→ **Instructions for the task**: Transcribe every record in full, keeping it exactly the same.

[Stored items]
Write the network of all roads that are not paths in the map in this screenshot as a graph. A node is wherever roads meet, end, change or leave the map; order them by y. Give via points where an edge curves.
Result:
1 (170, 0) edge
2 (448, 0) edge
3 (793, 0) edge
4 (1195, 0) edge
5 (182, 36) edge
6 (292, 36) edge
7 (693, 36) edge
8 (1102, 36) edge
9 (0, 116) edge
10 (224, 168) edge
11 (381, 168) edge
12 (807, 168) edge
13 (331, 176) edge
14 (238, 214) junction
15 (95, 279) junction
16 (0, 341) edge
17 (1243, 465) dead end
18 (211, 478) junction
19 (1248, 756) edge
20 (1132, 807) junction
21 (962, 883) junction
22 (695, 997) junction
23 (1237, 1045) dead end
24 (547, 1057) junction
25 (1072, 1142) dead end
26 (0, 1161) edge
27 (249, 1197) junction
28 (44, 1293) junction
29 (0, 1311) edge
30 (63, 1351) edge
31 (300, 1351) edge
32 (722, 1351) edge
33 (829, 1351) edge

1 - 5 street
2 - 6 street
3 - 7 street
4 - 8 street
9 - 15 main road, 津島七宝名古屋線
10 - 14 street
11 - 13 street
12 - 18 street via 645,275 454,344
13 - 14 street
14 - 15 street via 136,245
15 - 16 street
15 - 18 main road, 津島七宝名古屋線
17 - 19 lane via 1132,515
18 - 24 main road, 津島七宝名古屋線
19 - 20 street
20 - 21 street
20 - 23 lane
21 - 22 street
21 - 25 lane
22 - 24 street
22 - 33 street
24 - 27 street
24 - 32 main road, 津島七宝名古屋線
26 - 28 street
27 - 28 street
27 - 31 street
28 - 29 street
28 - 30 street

→ **Response area**:
Write the network of all roads that are not paths in the map in this screenshot as a graph. A node is wherever roads meet, end, change or leave the map; order them by y. Give via points where an edge curves.
Result:
1 (170, 0) edge
2 (448, 0) edge
3 (793, 0) edge
4 (1195, 0) edge
5 (182, 36) edge
6 (292, 36) edge
7 (693, 36) edge
8 (1102, 36) edge
9 (0, 116) edge
10 (224, 168) edge
11 (381, 168) edge
12 (807, 168) edge
13 (331, 176) edge
14 (238, 214) junction
15 (95, 279) junction
16 (0, 341) edge
17 (1243, 465) dead end
18 (211, 478) junction
19 (1248, 756) edge
20 (1132, 807) junction
21 (962, 883) junction
22 (695, 997) junction
23 (1237, 1045) dead end
24 (547, 1057) junction
25 (1072, 1142) dead end
26 (0, 1161) edge
27 (249, 1197) junction
28 (44, 1293) junction
29 (0, 1311) edge
30 (63, 1351) edge
31 (300, 1351) edge
32 (722, 1351) edge
33 (829, 1351) edge

1 - 5 street
2 - 6 street
3 - 7 street
4 - 8 street
9 - 15 main road, 津島七宝名古屋線
10 - 14 street
11 - 13 street
12 - 18 street via 645,275 454,344
13 - 14 street
14 - 15 street via 136,245
15 - 16 street
15 - 18 main road, 津島七宝名古屋線
17 - 19 lane via 1132,515
18 - 24 main road, 津島七宝名古屋線
19 - 20 street
20 - 21 street
20 - 23 lane
21 - 22 street
21 - 25 lane
22 - 24 street
22 - 33 street
24 - 27 street
24 - 32 main road, 津島七宝名古屋線
26 - 28 street
27 - 28 street
27 - 31 street
28 - 29 street
28 - 30 street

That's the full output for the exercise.